Trojan Equity Limited (TJN) is an investment company with primary investment in undervalued asset situations where there is a likely catalyst for the discount to valuation to be reduced or removed. Trojan Equity is managed by Trojan Investment Management Pty Ltd, a niche investment manager based in Brisbane.

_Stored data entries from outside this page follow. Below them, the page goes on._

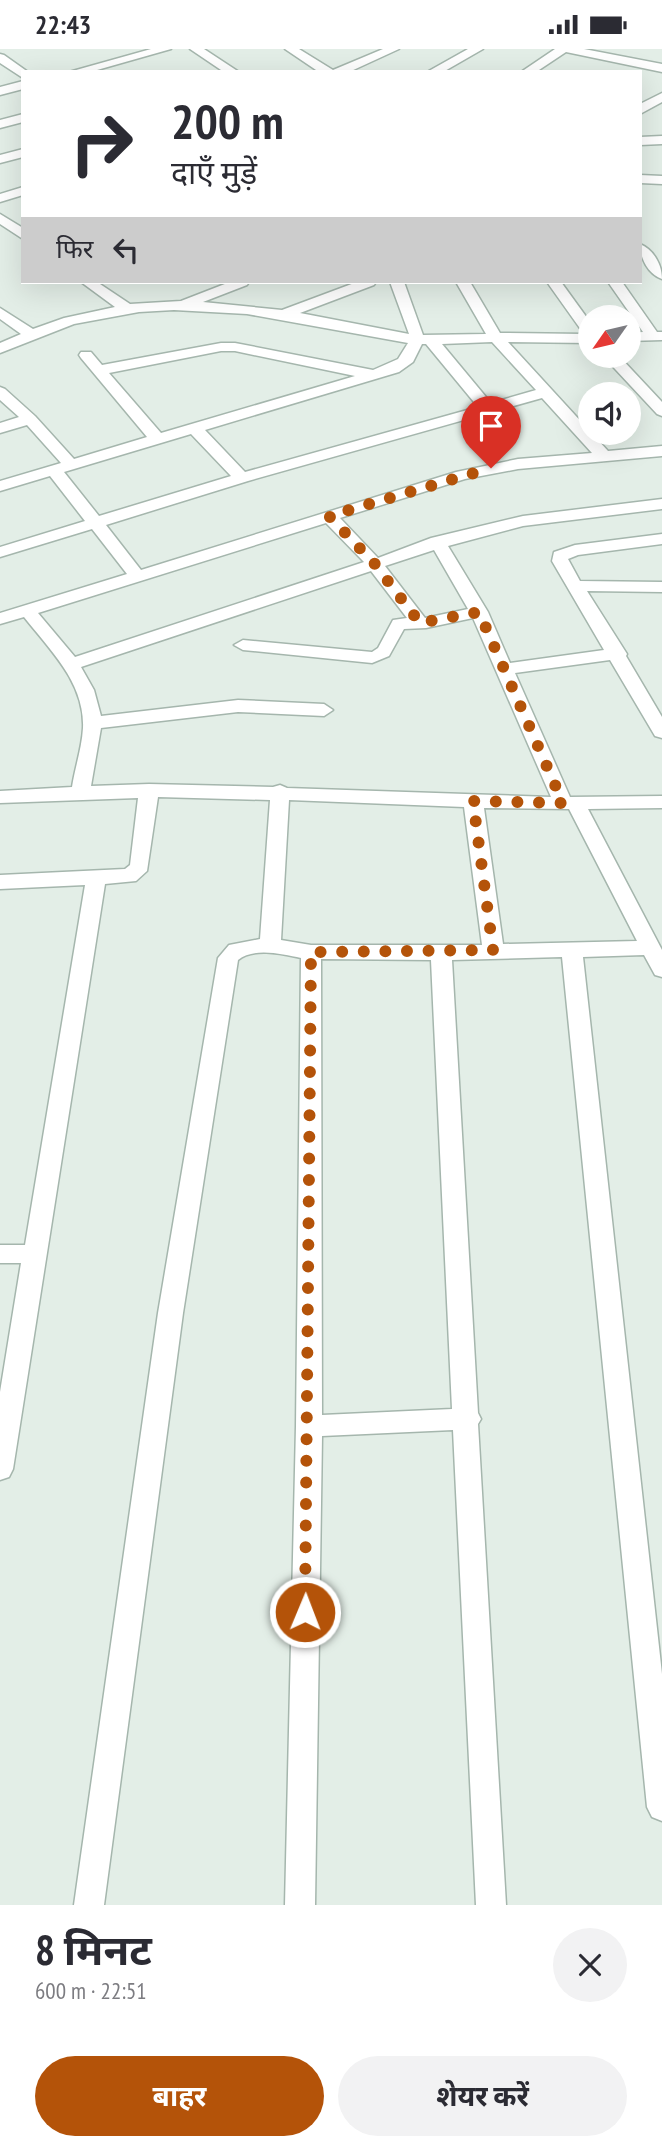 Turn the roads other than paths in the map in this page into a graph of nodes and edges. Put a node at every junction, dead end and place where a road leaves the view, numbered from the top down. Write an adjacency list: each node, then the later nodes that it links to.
1 (165, 49): 8 (street)
2 (196, 49): 13 (street)
3 (291, 49): 14 (street)
4 (393, 49): 15 (street)
5 (477, 49): 16 (street)
6 (564, 49): 9 (street); 17 (street)
7 (0, 58): 19 (street)
8 (104, 59): 11 (street); 12 (street)
9 (628, 63): 10 (street); 18 (street)
10 (662, 68)
11 (79, 70)
12 (119, 70)
13 (230, 70)
14 (325, 70)
15 (343, 70)
16 (437, 70)
17 (530, 70)
18 (619, 70)
19 (21, 73)
20 (21, 86): 21 (street)
21 (0, 91)
22 (662, 97): 23 (street)
23 (642, 109)
24 (21, 119): 25 (street)
25 (0, 124)
26 (662, 139): 27 (street)
27 (642, 141)
28 (21, 154): 29 (street)
29 (0, 159)
30 (642, 179): 31 (street)
31 (662, 180)
32 (21, 192): 33 (street)
33 (0, 198)
34 (0, 218): 35 (street)
35 (21, 231): 36 (street)
36 (0, 241)
37 (642, 250): 38 (street)
38 (662, 275)
39 (96, 284): 47 (street)
40 (237, 284): 46 (street)
41 (364, 284): 49 (street)
42 (398, 284): 55 (street)
43 (464, 284): 53 (street)
44 (555, 284): 50 (street)
45 (617, 284): 52 (street)
46 (181, 305): 47 (street); 49 (street)
47 (125, 307): 51 (street)
48 (0, 311): 51 (street)
49 (283, 315): 55 (street)
50 (578, 316)
51 (30, 334): 56 (street)
52 (658, 336)
53 (495, 337): 54 (street); 55 (street); 62 (street)
54 (578, 339)
55 (424, 340): 60 (street); 63 (street)
56 (0, 349)
57 (86, 355): 59 (street)
58 (621, 368): 64 (street)
59 (100, 370): 60 (street); 68 (street)
60 (376, 376): 67 (street)
61 (0, 392): 65 (street)
62 (543, 393): 63 (street); 70 (street)
63 (486, 407): 73 (street)
64 (662, 411)
65 (30, 419): 66 (street); 71 (street)
66 (0, 428)
67 (195, 429): 68 (street); 73 (street)
68 (158, 440): 71 (street)
69 (662, 451): 70 (street)
70 (603, 455): 76 (street)
71 (71, 465): 72 (street)
72 (54, 470): 74 (street); 77 (street)
73 (242, 478): 77 (street)
74 (0, 486)
75 (662, 503): 79 (street)
76 (329, 516): 81 (street); 82 (street)
77 (96, 523): 80 (street); 82 (street)
78 (662, 539): 83 (street)
79 (437, 542): 81 (street); 86 (street)
80 (0, 552)
81 (374, 563): 88 (street); 91 (street)
82 (137, 576): 85 (street)
83 (577, 586): 84 (street); 90 (street)
84 (662, 587)
85 (27, 610): 87 (street); 91 (street)
86 (479, 612): 88 (street); 92 (street)
87 (0, 619)
88 (420, 623): 89 (street)
89 (243, 645)
90 (618, 654): 92 (street); 95 (street)
91 (69, 665): 94 (street)
92 (506, 669): 102 (street)
93 (324, 711): 94 (street)
94 (92, 723): 96 (street)
95 (662, 732)
96 (80, 790): 97 (street); 99 (street)
97 (149, 790): 98 (street); 103 (street)
98 (280, 791): 100 (street); 105 (street)
99 (0, 797)
100 (473, 801): 102 (street); 107 (street)
101 (662, 802): 102 (street)
102 (569, 803): 106 (street)
103 (96, 877): 104 (street); 113 (street)
104 (0, 881)
105 (274, 946): 109 (street); 119 (street)
106 (650, 949): 108 (street); 111 (street)
107 (493, 950): 108 (street); 110 (street)
108 (572, 951): 117 (street)
109 (311, 952): 110 (street); 115 (street)
110 (441, 953): 114 (street)
111 (662, 970)
112 (0, 1254): 113 (street)
113 (35, 1254): 116 (street)
114 (468, 1419): 115 (street); 121 (street)
115 (309, 1426): 120 (street)
116 (0, 1469)
117 (654, 1659): 118 (street)
118 (662, 1807)
119 (89, 1905)
120 (300, 1905)
121 (491, 1905)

http://www.trojanequity.com.au


----------



## Agentm (28 June 2010)

*Re: TJN - Trojan Equity*

trojan has a fair holding in buru..

worth watching this one as buru itself has a lot of opportunities in the canning

imho they did their level best in the gfc and have got opportunity left in their portfolio


----------



## majorca (28 June 2010)

*Re: TJN - Trojan Equity*

Agent, 
        Trojan had substantial holdings in ARC Energy aswell and ADI at one stage. Trojan is basically run by Troy Harry who is normally a pretty conservative investor.


----------



## System (1 June 2013)

On May 28th, 2013, Trojan Equity Limited (TJN) changed its name to Byron Energy Limited (BYE).


----------



## piggybank (18 February 2014)

*Operations Update:-*

Byron Energy Limited (“Byron or the Company”) is pleased to report that on 14 February 2014 the Bureau of Safety and Environmental Enforcement (“BSEE”) granted final approval for Byron to drill the Byron Energy SM6 #1 well (“SM6 #1”). On 15 February 2014 Byron completed installation of a seven slot caisson (266 feet in length and 72 inches in diameter) for use at SM6 #1. The caisson was set prior.....

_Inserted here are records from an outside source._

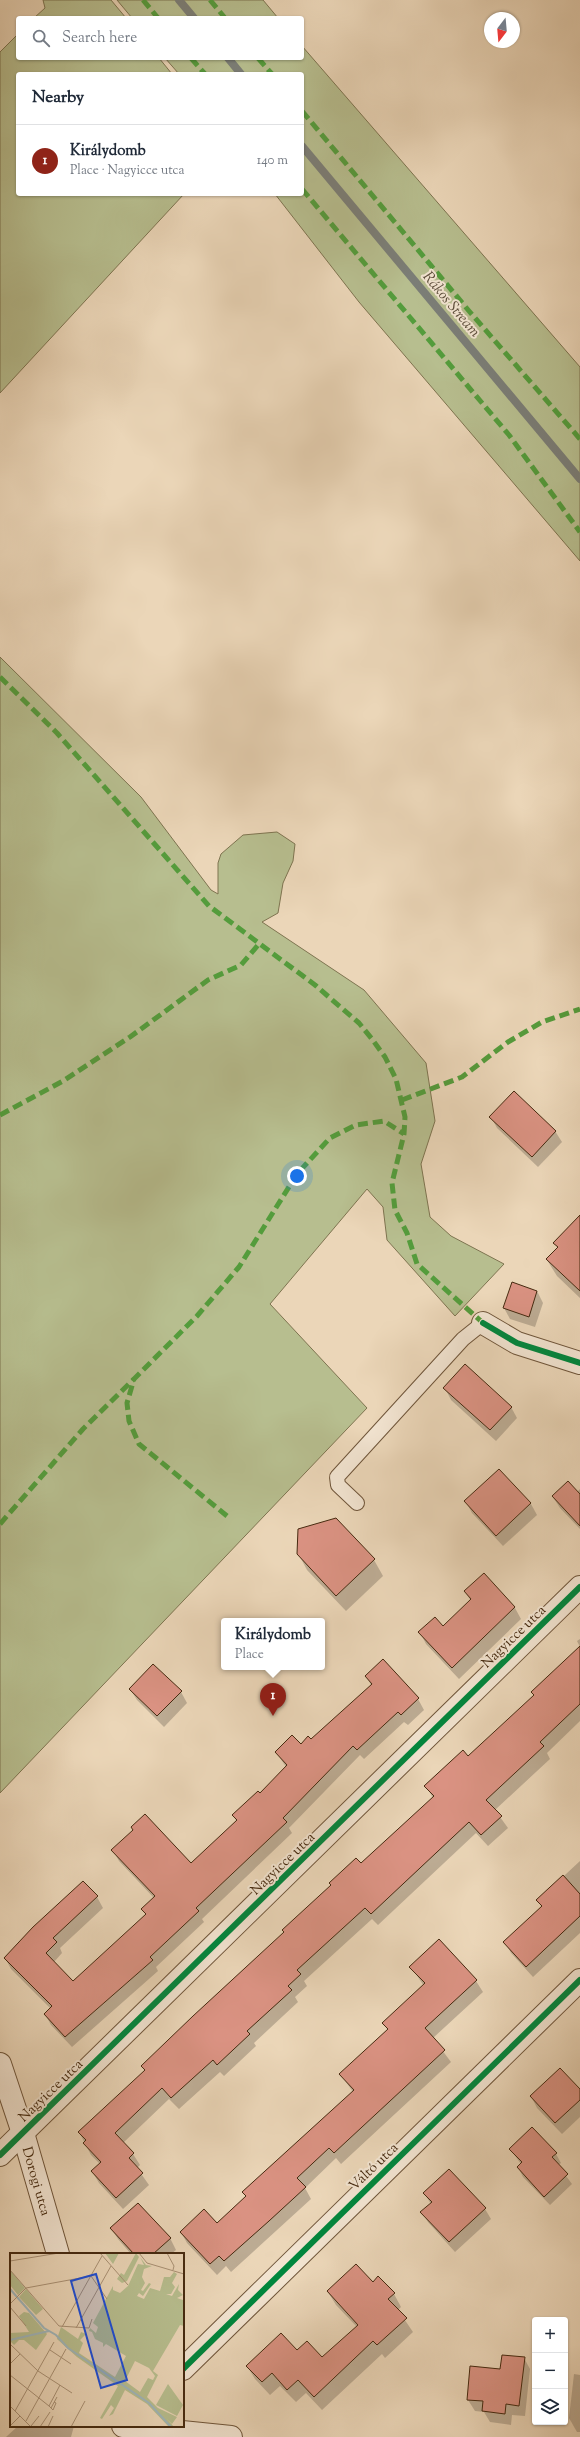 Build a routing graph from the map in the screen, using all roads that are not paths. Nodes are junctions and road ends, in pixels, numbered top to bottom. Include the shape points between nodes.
1 (483, 1323) joint
2 (580, 1363) edge
3 (357, 1503) dead end
4 (580, 1587) edge
5 (580, 1980) edge
6 (0, 2064) edge
7 (23, 2133) junction
8 (0, 2155) edge
9 (58, 2253) edge
10 (184, 2368) edge
11 (121, 2429) edge
12 (231, 2437) edge

1 - 2 street via 517,1343
1 - 3 lane via 463,1339 337,1477 338,1485
4 - 7 street, Nagyicce utca
5 - 10 street, Váltó utca
6 - 7 street, Dorogi utca
7 - 8 street, Nagyicce utca
7 - 9 street, Dorogi utca
11 - 12 street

The rest of the report can be read here:- http://stocknessmonster.com/news-item?S=BYE&E=ASX&N=782645


​


----------



## greggles (28 September 2017)

Byron Energy bouncing all over the place recently. Up and down like a yo-yo. Where this one heads next appears to be anyone's guess.


----------



## greggles (19 September 2018)

I took my eye off the ball and missed Byron Energy move from around 8.5c to a high of 45c between September 2017 and late March 2018. However, during the next five and a half months the BYE share price declined slowly to around 27c.

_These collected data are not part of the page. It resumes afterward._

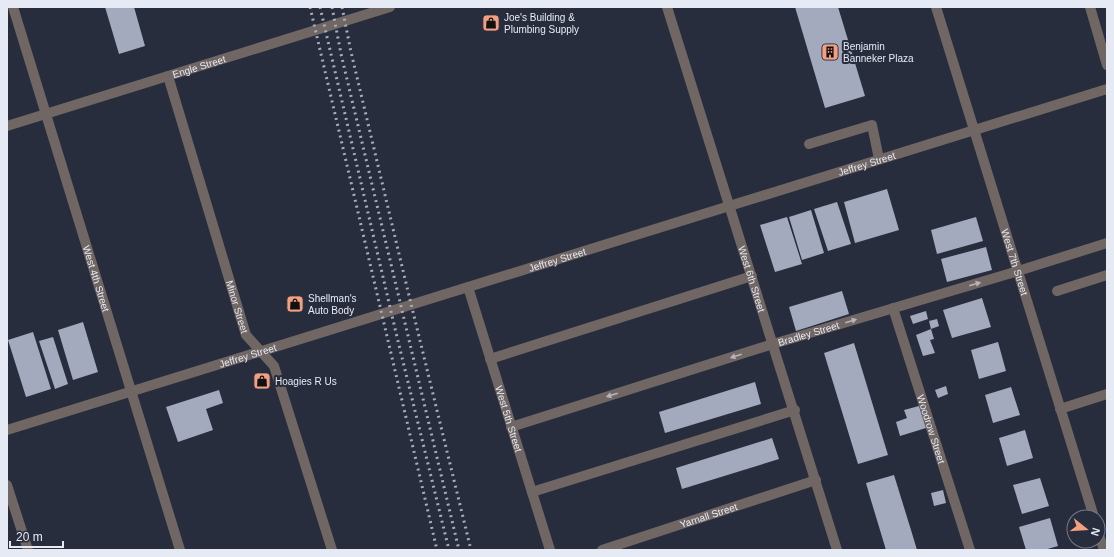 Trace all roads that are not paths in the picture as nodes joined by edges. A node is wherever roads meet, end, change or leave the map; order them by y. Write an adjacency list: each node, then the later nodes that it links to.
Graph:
1 (13, 7): 9 (street, West 4th Street)
2 (390, 7): 7 (street, Engle Street)
3 (668, 7): 14 (street, West 6th Street)
4 (936, 7): 11 (street, West 7th Street)
5 (1090, 7): 6 (street)
6 (1107, 65)
7 (168, 76): 9 (street, Engle Street); 23 (street, Minor Street)
8 (1107, 89): 11 (street, Jeffrey Street)
9 (46, 114): 10 (street, Engle Street); 25 (street, West 4th Street)
10 (7, 126)
11 (974, 130): 13 (street, Jeffrey Street); 16 (street, West 7th Street)
12 (808, 144): 13 (street)
13 (879, 159): 14 (street, Jeffrey Street)
14 (730, 206): 18 (street, West 6th Street); 19 (street, Jeffrey Street)
15 (1107, 243): 16 (street, Bradley Street)
16 (1018, 271): 21 (street, Bradley Street, one-way to 16); 27 (street, West 7th Street)
17 (1107, 275): 20 (street)
18 (752, 276): 22 (street, West 6th Street); 24 (street)
19 (468, 287): 23 (street, Jeffrey Street); 24 (street, West 5th Street)
20 (1057, 291)
21 (893, 308): 22 (street, Bradley Street, one-way to 21); 41 (street, Woodrow Street)
22 (773, 344): 28 (street, West 6th Street); 29 (street, Bradley Street, one-way to 29)
23 (261, 351): 25 (street, Jeffrey Street); 37 (street, Minor Street)
24 (490, 359): 29 (street, West 5th Street)
25 (131, 391): 30 (street, Jeffrey Street); 36 (street, West 4th Street)
26 (1107, 394): 27 (street)
27 (1060, 409): 34 (street, West 7th Street)
28 (795, 410): 31 (street, West 6th Street); 33 (street)
29 (511, 426): 33 (street, West 5th Street)
30 (7, 430)
31 (816, 480): 39 (street, Yarnall Street); 40 (street, West 6th Street)
32 (7, 485): 35 (street)
33 (532, 492): 38 (street, West 5th Street)
34 (1091, 509)
35 (28, 550)
36 (180, 550)
37 (332, 550)
38 (550, 550)
39 (602, 550)
40 (838, 550)
41 (970, 550)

Today it saw a nice jump to 35.5c, up 26.79% from yesterday's close of 28c, after the company announced that Metgasco Limited has issued a notice of election to convert A$1 million of its outstanding A$4 million of Convertible Notes into Byron Energy ordinary shares.

On 25 August the company commenced drilling operations on the first test well in the Bivouac Peak Prospect Area, the Byron operated Weiss-Adler, et. al. No. 1 well in the southern Louisiana Gulf Coast. The well is being drilled to 18,000 ft True Vertical Depth and is expected to take 75 days to drill, so it is expected that it will be complete by 8 November. News should follow shortly after that.


----------



## greggles (5 July 2019)

Byron Energy down 17.5% to 23.5c today after the company announced that the SM74 D14 BP1 exploration well has only hit wet sand after being drilled to 14,933 feet measured depth and 13,591 feet true vertical depth. The well has been deemed uncommercial and plug and abandon operations have begun.

Disappointing news for the company and BYE shareholders.


----------



## barney (5 July 2019)

greggles said:


> Byron Energy down 17.5% to 23.5c today after the company announced that the SM74 D14 BP1 exploration well has only hit wet sand after being drilled to 14,933 feet measured depth and 13,591 feet true vertical depth. The well has been deemed uncommercial and plug and abandon operations have begun.
> 
> Disappointing news for the company and BYE shareholders.




Certainly been a Roller Coaster …….. I don't dabble in Oilers any more for that reason … no good for the blood pressure


----------



## peter2 (15 January 2021)

The recent price of trading above $50/bbl seems to have lifted the oil/gas sector. Lots more oil/gas stocks popping up in my scan results. 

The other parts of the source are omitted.